Это усилившееся стремление к сохранению интимности проявляется не только в ванной комнате, но и в спальне — приличная женщина сама застилает свою постель — и во всем доме. Слуги должны быть под рукой, но где–то в другом месте. Их можно видеть, по крайней мере вызвать, оставаясь невидимыми. Сэмюэл Бентам, брат Иеремии, знаменитого автора «Паноптикона»[96]
, на полях плана тюрьмы набросал проект системы дистанционного вызова, увиденную им в доме одного англичанина. Во времена Директории во Франции в большом количестве появились звонки, о чем некая «гражданка Зигетта», явно выражавшая мнение графа Рёдерера[97], сожалела как о потере интимности. Виолле–ле–Дюк в «Истории дома» (1873) придает огромное значение холлам, коридорам, лестницам, которые должны не только служить для передвижения по дому, но и предоставлять возможность разминуться. Об этой нетерпимости пишет Мишле: «Богатые люди… живут перед слугами (читай — перед врагами). Они едят, спят, любят на глазах у тех, кто их ненавидит и смеется над ними. У них нет ничего скрытого, секретного, своего». Тем не менее «жить вдвоем, а не втроем — важнейшее условие для сохранения мира в семье». Этот отказ от слуг, ставших чужими и враждебными, — без сомнения, знак новой чувствительности, но в то же время и признак персонализации слуги, что со временем приведет к исчезновению прислуги как таковой.Другая новая черта отношений со слугами, появившаяся в XIX веке, — отрицание слуг, игнорирование их тел, фамилий и даже имен, о чем пишет Анна Мартен–Фюжье: «Девочка моя, вас будут звать Марией». Это означает полнейшую невозможность для служанки иметь какую–то личную, семейную жизнь или сексуальные отношения, потому что у нее нет ни какого бы то ни было личного пространства, ни времени, которое она могла бы потратить на себя, ни права иметь их. Спать в мансарде, при всей ее тесноте и убожестве, означает установление определенной дистанции, там может существовать «украденное удовольствие». Отсюда — боязнь, что хозяйка проникнет на шестой этаж, где для служанок возможна хоть какая–то жизнь,
Обычно незамужняя, служанка не имеет ни любовника, ни мужа, ни ребенка. Если случается несчастье, она «выходит из положения». Среди женщин, преследуемых за детоубийство, много служанок; они заполняют родильные отделения больниц, приюты для одиноких матерей и часто вынуждены оставлять детей. Когда отношение к одиноким матерям становится более снисходительным, многие служанки забирают малышей, но необходимость воспитывать ребенка в одиночку заставляет их еще сильнее дорожить работой.

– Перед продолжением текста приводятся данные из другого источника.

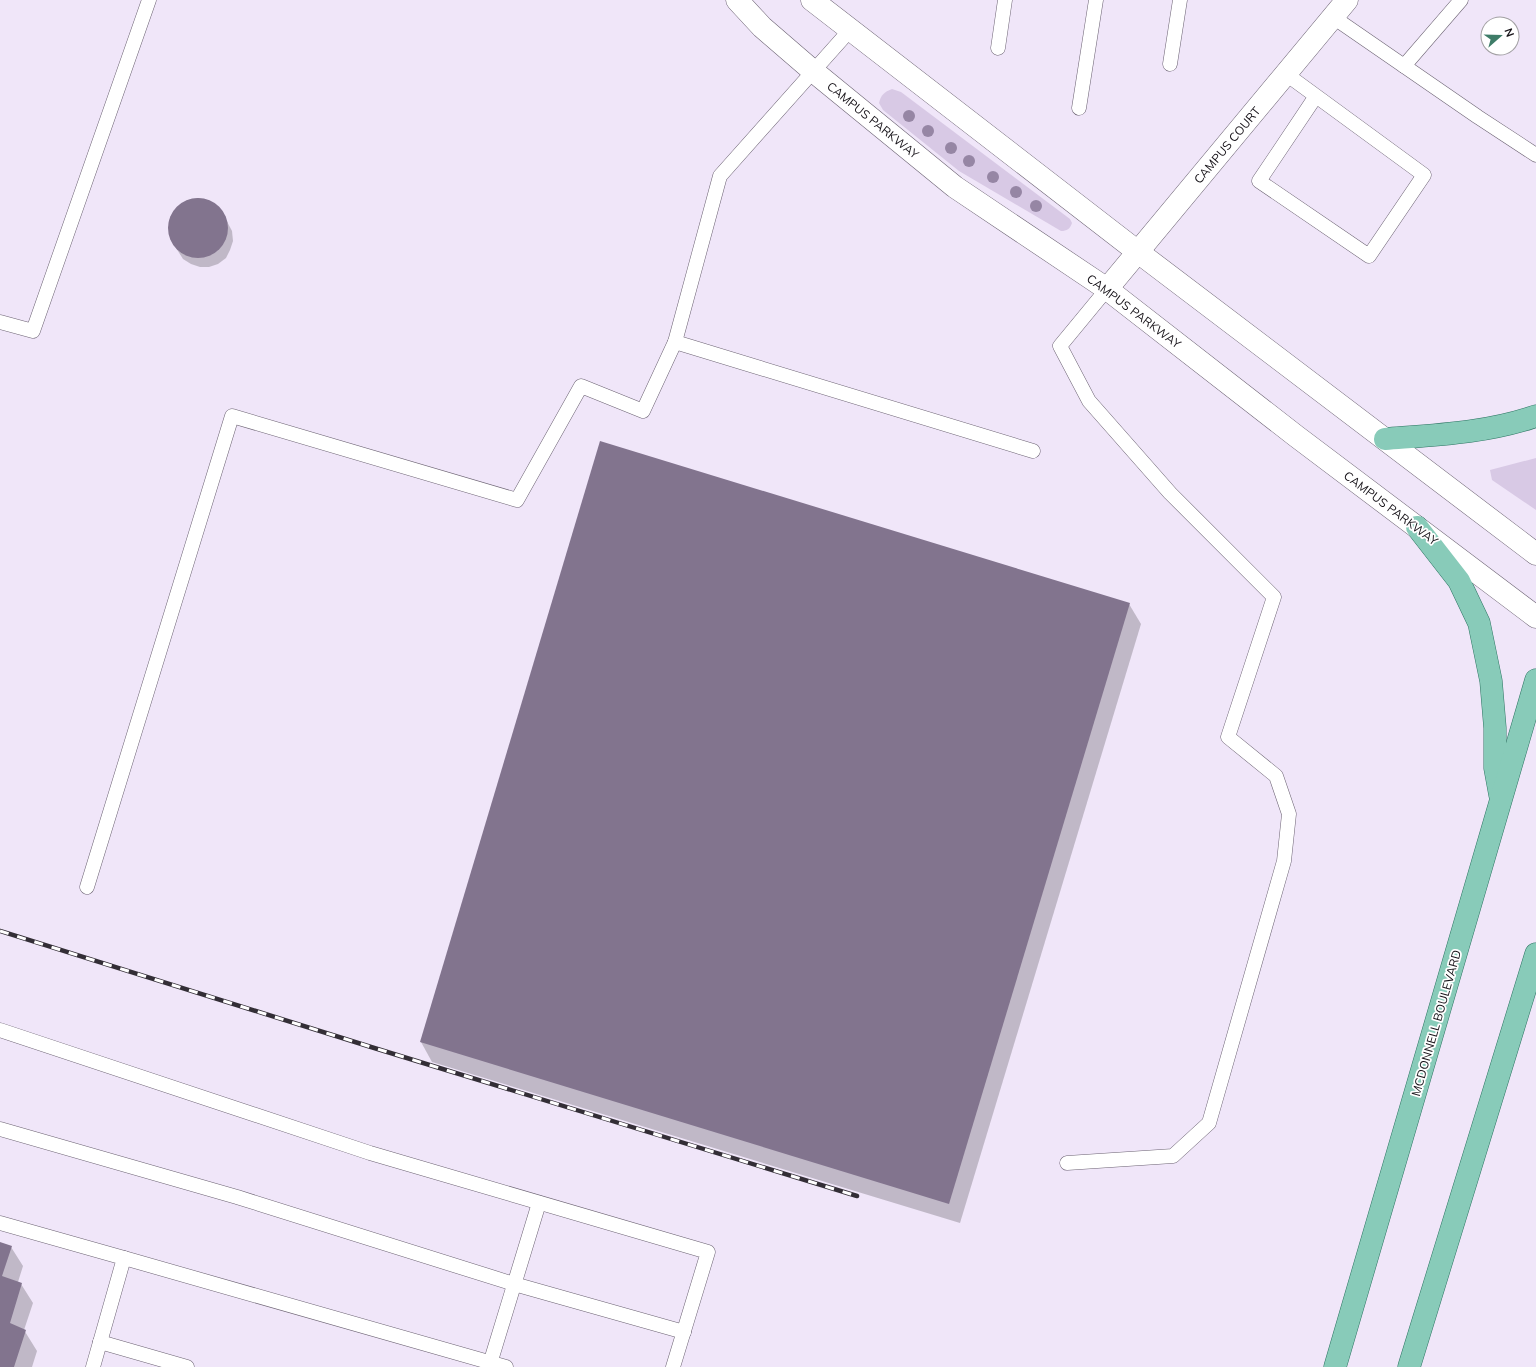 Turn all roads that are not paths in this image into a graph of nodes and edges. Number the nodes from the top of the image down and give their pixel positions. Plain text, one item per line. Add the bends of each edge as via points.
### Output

Если отец ребенка — хозяин дома, где работает девушка, она должна исчезнуть либо замолчать. Елена Демут на протяжении всей жизни скрывала существование сына, которого она родила от Маркса. Когда много лет спустя, после смерти родителей и Елены, Элеонора узнала правду, она заболела, ее поразила не внебрачная связь отца, а ложь, которая ее окутывала. Елена Демут, отдавшая всю себя семье Марксов, — парадоксальный пример самоотречения великодушных служанок, тех, кого можно увидеть в уголке семейной фотографии и чьего имени никто не помнит. Преданность этих женщин такова, что у многих из них нет другой крыши над головой, другой семьи, кроме хозяйской. Берта Сарразен ухаживает за Тулуз–Лотреком и сообщает родственникам новости о его здоровье. Дух «дома» для них — это неосознанная возможность не страдать и оправдать себя, найти в семье, к которой они относятся, как к богам, способ облагородиться. Так Селеста Альбаре[98]
— Франсуаза у Пруста — или Берта, горничная Натали Клиффорд–Барни[99], были бдительными и нежными свидетельницами величия своих хозяев.Этот пережиток феодализма несовместим с развитием самосознания. Если хозяева перестали страдать от постоянного пребывания на виду у кого–то, то слуги теперь не выносят того, что их не замечают и полностью игнорируют их существование. Общий протест наблюдается редко, скорее, это индивидуальные выступления. Слуги становятся мобильными, непокорными, не прислушиваются к советам и преследуют собственные цели. Молодые служанки копят деньги на замужество и слывут выгодными партиями. С другой стороны, передвижение их ограничено: в конце века все боятся сифилиса, этого «парижского зла». «Кризис прислуги», проявляющийся в увеличении количества газетных объявлений о поиске работы, небольшое повышение залога, зарождение профсоюзов и законодательства, защищающего права трудящихся, меняет межличностные отношения. Они становятся более демократичными.
ЖИЗНЬ СЕМЬИ
Семья — это «моральное существо», которое говорит, думает и представляет себя как единое целое. Ее единство поддерживают кровь, деньги, чувства, тайны, память.